Logistic regression¶

Imagine that you have a bunch of observations consisting of inputs/features $$\mathbf{x}_{1:N}=(\mathbf{x}_1,\dots,\mathbf{x}_N)$$ and the corresponding targets $$y_{1:N}=(y_1,\dots,y_N)$$. Remember that we say that we have a classification problem when the targets are discrete labels. In particular, if the labels are two, say 0 or 1, then we say that we have a binary classification problem.

The logistic regression model is one of the simplest ways to solve the binary classification problem. It goes as follows. You model the probability that $$y=1$$ conditioned on having $$\mathbf{x}$$ by:

$p(y=1|\mathbf{x},\mathbf{w}) = \operatorname{sigm}\left(\sum_{j=1}^Mw_j\phi_j(\mathbf{x})\right) = \operatorname{sigm}\left(\mathbf{w}^T\boldsymbol{\phi}(\mathbf{x})\right),$

where $$\operatorname{sigm}$$ is the sigmoid function, the $$\phi_j(\mathbf{x})$$ are $$m$$ basis functions/features,

$\boldsymbol{\phi}(\mathbf{x}) = \left(\phi_1(\mathbf{x}),\dots,\phi_M(\mathbf{x})\right)$

and the $$w_j$$’s are $$m$$ weights that we need to learn from the data. The sigmoid function is defined by:

$\operatorname{sigm}(z) = \frac{1}{1+e^{-z}},$

and all it does is it takes a real number and maps it to $$[0,1]$$ so that it can represent a probability, see Fig. 12. In other words, logistic regression is just a generalized linear model passed through the sigmoid function so that it is mapped to $$[0,1]$$.

Fig. 12 The sigmoid function takes any number and maps it to the unit interval $$[0, 1]$$. We use it at the end of models that are supposed to spit out probabilities.

If you need the probability of $$y=0$$, it is given by the obvious rule:

$p(y=0|\mathbf{x},\mathbf{w}) = 1 - p(y=1|\mathbf{x},\mathbf{w}) = 1 - \operatorname{sigm}\left(\mathbf{w}^T\boldsymbol{\phi}(\mathbf{x})\right)$

You can represent the probability of an arbitrary label $$y$$ conditioned on $$\mathbf{x}$$ using this simple trick:

$p(y|\mathbf{x},\mathbf{w}) = \left[\operatorname{sigm}\left(\mathbf{w}^T\boldsymbol{\phi}(\mathbf{x})\right)\right]^y \left[1-\operatorname{sigm}\left(\mathbf{w}^T\boldsymbol{\phi}(\mathbf{x})\right)\right]^{1-y}.$

Notice that when $$y=1$$, the exponent of the second term becomes zero and thus the term becomes one.

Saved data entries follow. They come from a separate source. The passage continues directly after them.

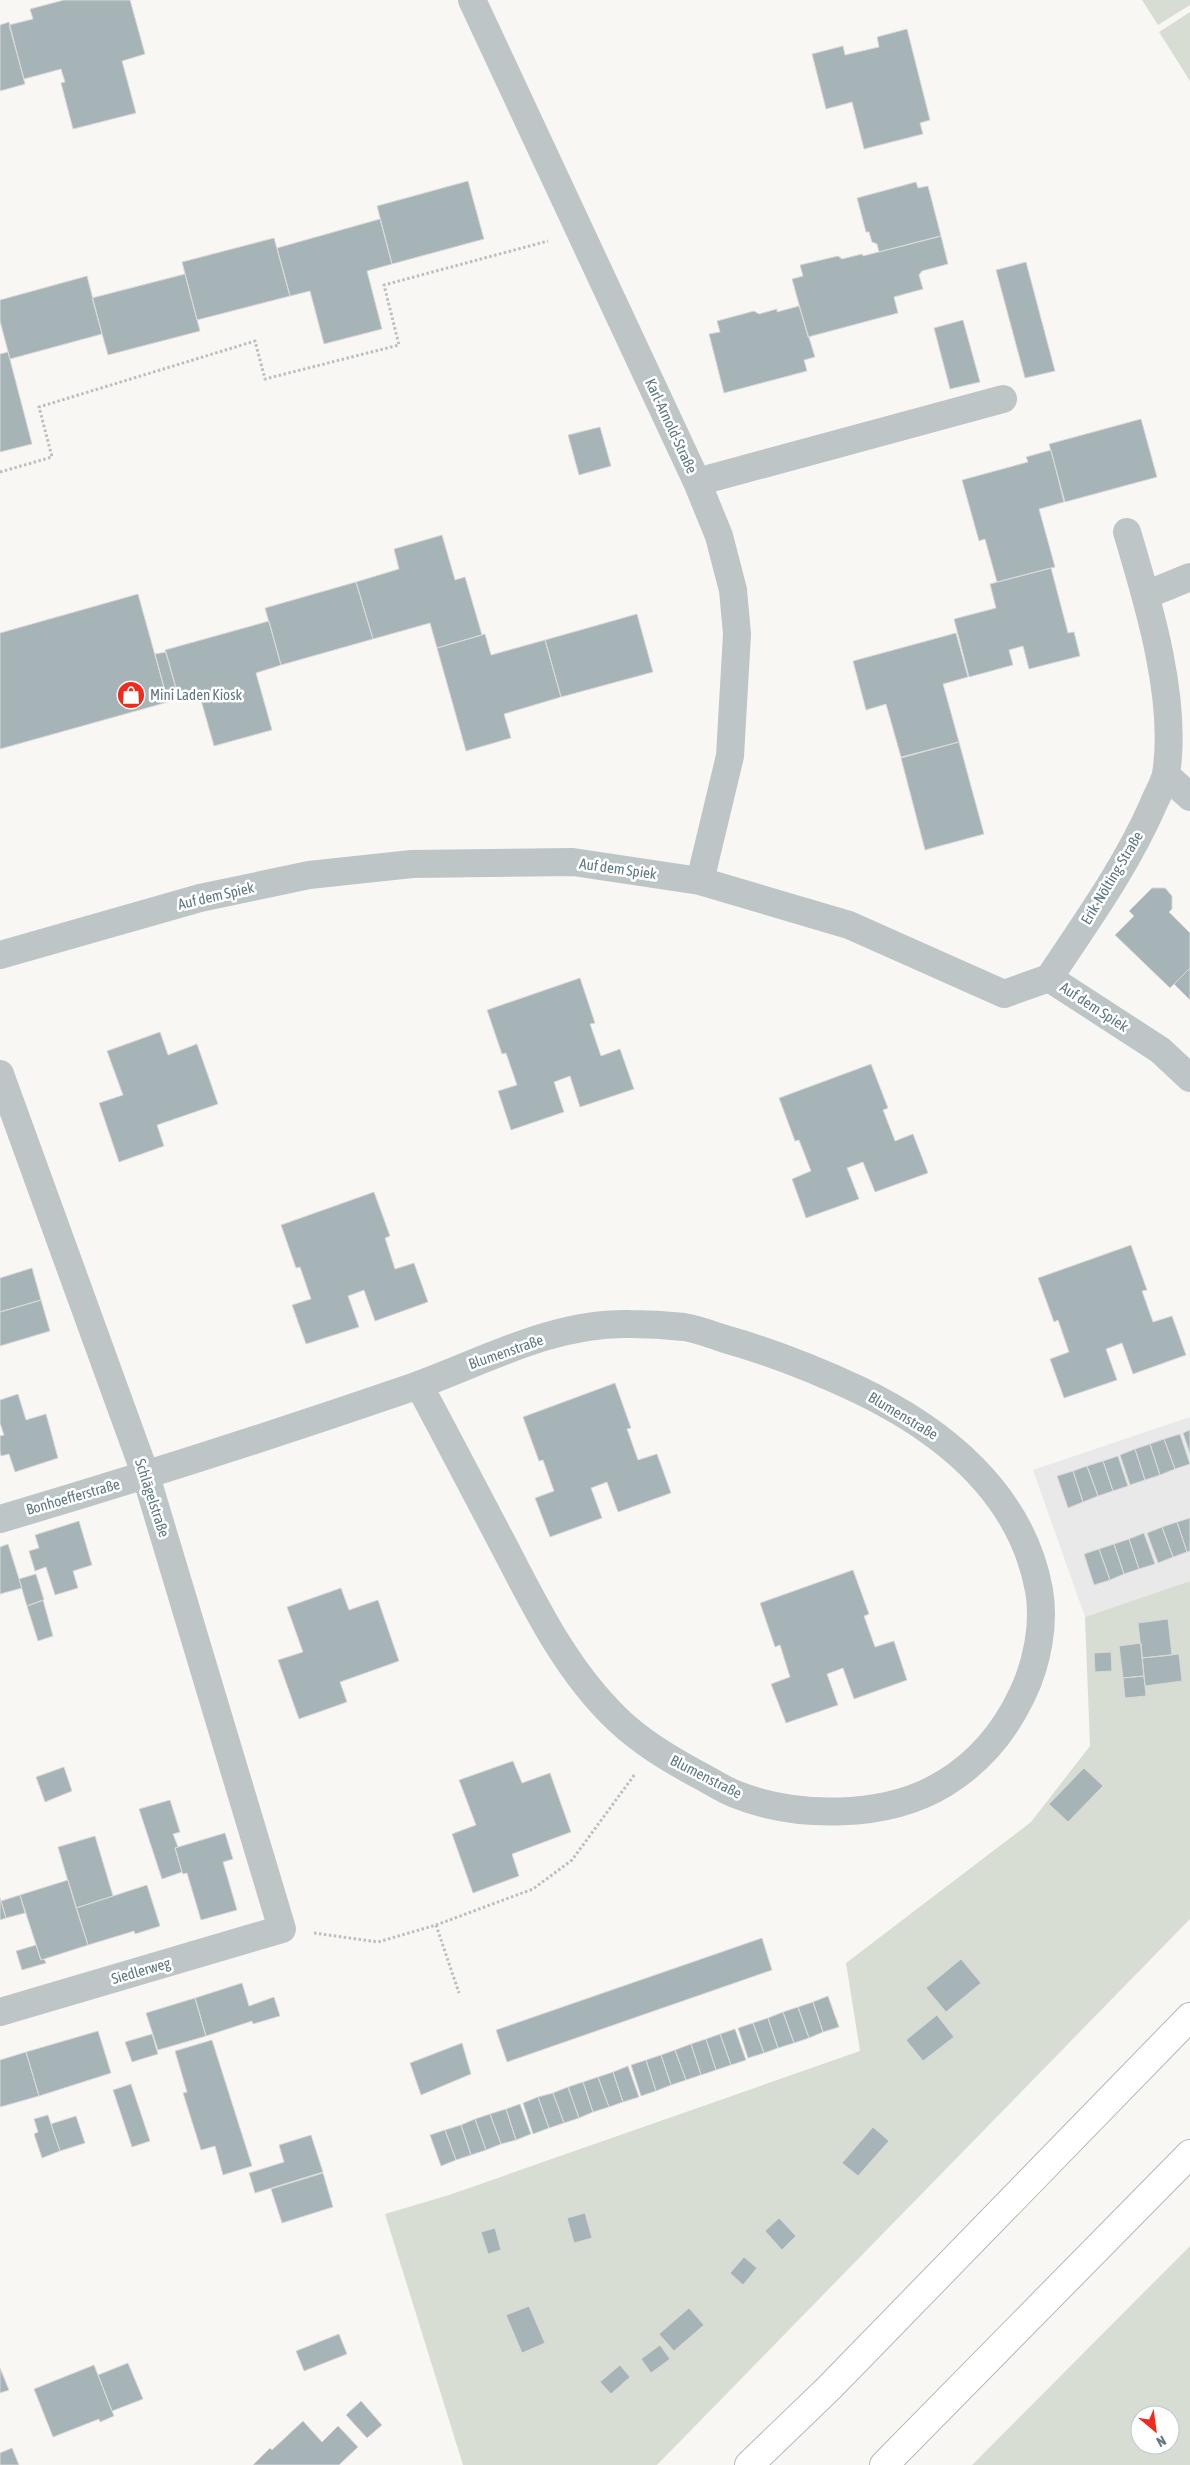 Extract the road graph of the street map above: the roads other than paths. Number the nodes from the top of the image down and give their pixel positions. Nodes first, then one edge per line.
1 (472, 0) edge
2 (1003, 399) dead end
3 (697, 482) junction
4 (1128, 532) dead end
5 (1190, 577) edge
6 (1146, 595) junction
7 (1166, 775) junction
8 (1190, 797) edge
9 (700, 881) junction
10 (0, 955) edge
11 (1050, 978) junction
12 (0, 1074) edge
13 (1190, 1078) edge
14 (419, 1385) junction
15 (146, 1476) junction
16 (0, 1519) edge
17 (282, 1929) joint
18 (0, 2012) edge
19 (1190, 2017) edge
20 (1190, 2154) edge
21 (749, 2465) edge
22 (884, 2465) edge

1 - 3 street, Karl-Arnold-Straße
2 - 3 street
3 - 9 street, Karl-Arnold-Straße
4 - 6 street, Erik-Nölting-Straße
5 - 6 street
6 - 7 street, Erik-Nölting-Straße
7 - 8 street
7 - 11 street, Erik-Nölting-Straße
9 - 10 street, Auf dem Spiek
9 - 11 street, Auf dem Spiek
11 - 13 street, Auf dem Spiek
12 - 15 street, Schlägelstraße
14 - 14 street, Blumenstraße
14 - 15 street, Blumenstraße
15 - 16 street, Bonhoefferstraße
15 - 17 street, Schlägelstraße
17 - 18 street, Siedlerweg
19 - 21 highway
20 - 22 highway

Similarly, when $$y=0$$, the exponent of the first tierm becomes zero and thus the term becomes one. This gives the right probability for each case.

The likelihood of all the observed data is:

$p(y_{1:N}|\mathbf{x}_{1:n},\mathbf{w}) = \prod_{i=1}^Np(y_i |\mathbf{x}_i, \mathbf{w}) = \prod_{i=1}^N \left[\operatorname{sigm}\left(\mathbf{w}^T\boldsymbol{\phi}(\mathbf{x}_i)\right)\right]^{y_i} \left[1-\operatorname{sigm}\left(\mathbf{w}^T\boldsymbol{\phi}(\mathbf{x}_i)\right)\right]^{1-y_i}.$

We can now find the best weight vector $$\mathbf{w}$$ using the maximum likelihood principle. We need to solve the optimization problem:

$\max_{\mathbf{w}}\log p(y_{1:N}|\mathbf{x}_{1:n},\mathbf{w}) = \max_{\mathbf{w}}\sum_{i=1}^N\left\{y_i\operatorname{sigm}\left(\mathbf{w}^T\boldsymbol{\phi}(\mathbf{x}_i)\right)+(1-y_i)\left[1-\operatorname{sigm}\left(\mathbf{w}^T\boldsymbol{\phi}(\mathbf{x}_i)\right)\right]\right\}.$

Notice that the following maximization problem is equivalent to minimizing this loss function:

$L(\mathbf{w}) = -\sum_{i=1}^N\left\{y_i\operatorname{sigm}\left(\mathbf{w}^T\boldsymbol{\phi}(\mathbf{x}_i)\right)+(1-y_i)\left[1-\operatorname{sigm}\left(\mathbf{w}^T\boldsymbol{\phi}(\mathbf{x}_i)\right)\right]\right\}.$

This is known as the cross-entropy loss function and you are very likely to encounter it if you dive deeper into modern data science. For example, we use the same loss function to train state-of-the-art deep neural networks that classify images. You now know that it does not come out of the blue. It comes from the maximum likelihood principle.

Note

It is not possible to analytically minimize the cross-entropy loss function. The optimization is usually done with a numerical optimization technique. For small datasets, we can use a gradient-based optimization (e.g., the conjugate gradient method, or the Newton-Raphson method). The details of this optimization algorithm are beyond the scope of the present course. You can learn about them in a course like ME 581. For large datasets, this is typically the case for deep learning, we use variants of stochastic gradient descent. To learn more about this take a course like ME 539.